Rachel = Rebecca (the hopelessly romantic fashion enthusiast).
Ross = Frasier (the socially awkward intellect).
Monica = Carla (the cynical, bossy and competitive mother hen).
Chandler = Sam (the most sarcastic one).
Joey = Woody (the dumb one).
Phoebe = Diane (the eccentric sweetheart).



South Park is the best at animated analogies. The best analogy are the episodes which unstatedly draw comparisons between the history of Metallica and that of the friendship between the boys. The hair colour, ostracizing, revenge and failure of Trent Boyett in South Park reminds me of Dave Mustaine’s progress in regards to Metallica. Like Jason Newsted joining Metallica because Cliff Burton died, Butters replaced the deceased Kenny as a friend and was humiliated by the three remaining boys. The auditions episode could easily be compared to the Metallica documentary titled Some Kind of Monster, despite the fact that the episode is a parody of the format seen in competitive reality TV shows.
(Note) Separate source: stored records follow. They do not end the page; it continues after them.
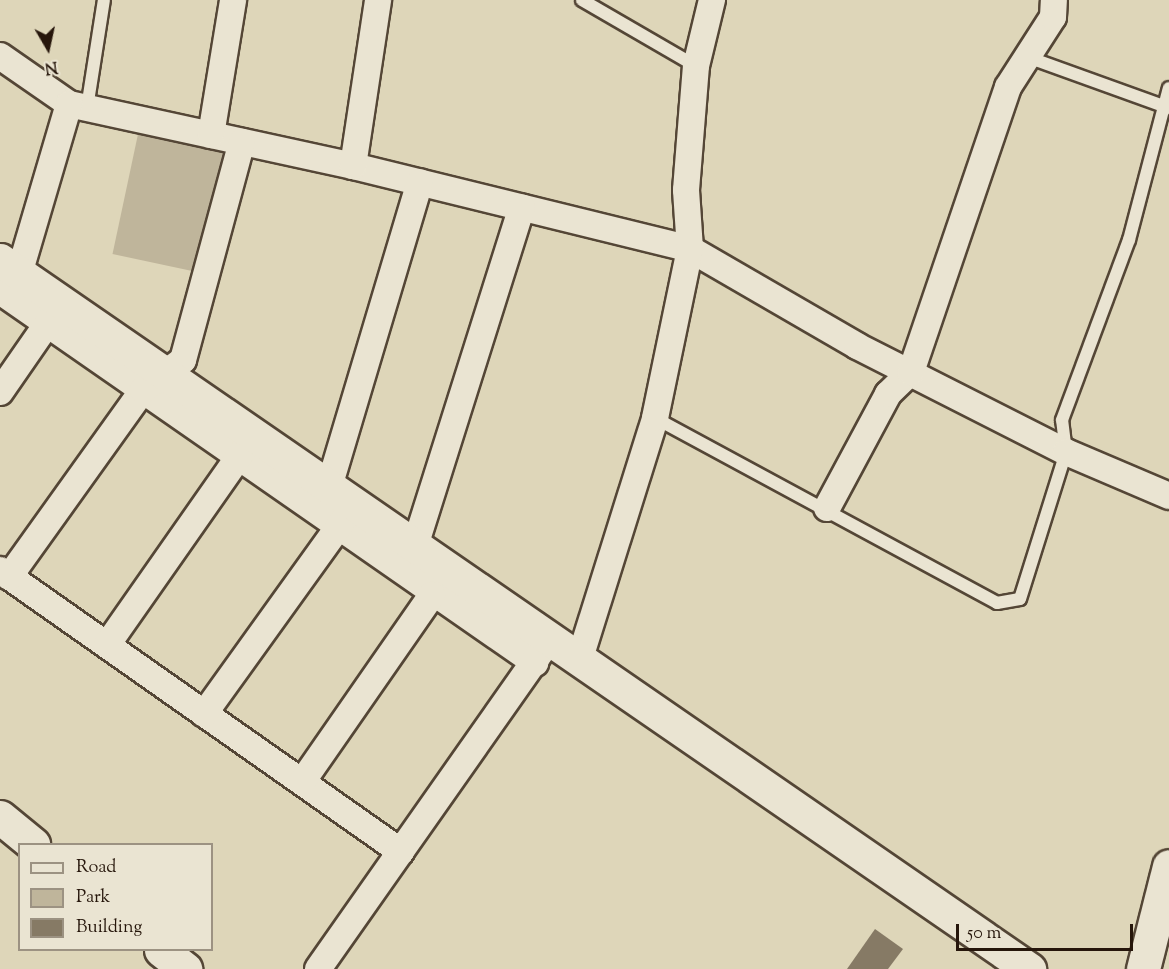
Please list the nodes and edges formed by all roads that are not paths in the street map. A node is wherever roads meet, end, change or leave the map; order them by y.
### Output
1 (104, 0) edge
2 (233, 0) edge
3 (378, 0) edge
4 (582, 0) edge
5 (712, 0) edge
6 (1054, 0) edge
7 (0, 56) edge
8 (1029, 58) junction
9 (696, 66) junction
10 (1169, 87) edge
11 (78, 106) junction
12 (1167, 108) edge
13 (211, 135) junction
14 (242, 142) junction
15 (353, 166) junction
16 (420, 182) junction
17 (522, 207) junction
18 (690, 249) junction
19 (6, 275) edge
20 (54, 314) junction
21 (911, 372) junction
22 (152, 382) junction
23 (0, 392) edge
24 (655, 418) junction
25 (246, 447) junction
26 (1066, 452) junction
27 (1169, 496) edge
28 (340, 506) junction
29 (827, 508) junction
30 (415, 546) junction
31 (5, 573) edge
32 (432, 595) junction
33 (107, 645) junction
34 (543, 650) junction
35 (580, 658) junction
36 (204, 714) junction
37 (302, 782) junction
38 (0, 817) edge
39 (32, 843) edge
40 (401, 852) junction
41 (1169, 866) edge
42 (162, 951) edge
43 (185, 969) edge
44 (318, 969) edge
45 (1029, 969) edge
46 (1143, 969) edge

1 - 11 lane
2 - 13 street
3 - 15 street
4 - 9 lane
5 - 9 street
6 - 8 street
7 - 11 street
8 - 12 lane
8 - 21 street
9 - 18 street
10 - 12 lane
11 - 13 street
11 - 19 street
12 - 26 lane
13 - 14 street
14 - 15 street
14 - 22 street
15 - 16 street
16 - 17 street
16 - 28 street
17 - 18 street
17 - 30 street
18 - 21 street
18 - 24 street
19 - 20 street
20 - 22 street
20 - 23 street
21 - 26 street
21 - 29 street
22 - 25 street
22 - 31 street
24 - 29 lane
24 - 35 street
25 - 28 street
25 - 33 street
26 - 27 street
26 - 29 lane
28 - 30 street
28 - 32 street
28 - 36 street
30 - 34 street
31 - 33 street
32 - 34 street
32 - 37 street
33 - 36 street
34 - 35 street
34 - 40 street
35 - 45 street
36 - 37 street
37 - 40 street
38 - 39 street
40 - 44 street
41 - 46 street
42 - 43 street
I’m surprised that the makers of South Park (Trey Parker and Matt Stone) haven’t done a Breaking Bad parody where Jimmy’s dad is like Walter White. After all, Jimmy and R.J. Mitte both have cerebral palsy.


If NCIS: Los Angeles characters could be compared with those from NCIS, it would be as follows….


Deeks is like Tony. Kensi is like Ziva. Hetty is like Ducky. Eric is like Jimmy. Nell is like Abby. Granger is like Vance.



I’ve always felt that Magnum P.I. was unfairly criticized for being a carbon copy of The A-Team despite the fact that it predated it by three years. The former personnel had the last laugh before the latter show ended before they did. The comparisons between the two (about a quartet of war veterans) are as follows: Murdock = Thomas (the goofy one with a cap). Hannibal = Higgins (the old one who everyone looks up to). B.A. = T.C. (the black guy who is the toughest). Face = Rick (the suave smooth-talker). As someone who hails from England, I see myself as Higgins because he does Kung Fu and talks about writing memoirs.


Leverage was the new Mission: Impossible – you have Parker and Sophie being best described as dividing Cinnamon into two women, Spencer is Willy because he was the strong one, Hardison was Barney in that he was the electronics expert whereas Nathan was Phelps by default with him assuming the role of mastermind.


Forever was mostly patterned after Sleepy Hollow i.e. an American female cop has an English consultant who comes from the past. The unusual intelligence dynamic between father and son in Forever reminded me of Frasier (the father is more laid-back than him).



As much as D.C. has been accused of following in the footsteps of Marvel, there has been one instance where the dynamic was released i.e. former leading men of teen dramas who played soldier-turned-cops. Think about it:


Ben McKenzie (The O.C.) – Gotham.
Chad Michael Murray (One Tree Hill) – Agent Carter.


Stunt casting doubles for TV shows which were green-lit in 2015…


Limitless – Jennifer Carpenter and Desmond Harrington from Dexter.
Legends of Tomorrow – Dominic Purcell and Wentworth Miller from Prison Break.


The timing of all four shows is virtually the same – one show is premiered in September while the other show comes out in January. The four month waiting period (as it were) is reminiscent of what I said before about the gap between Cheers and Friends.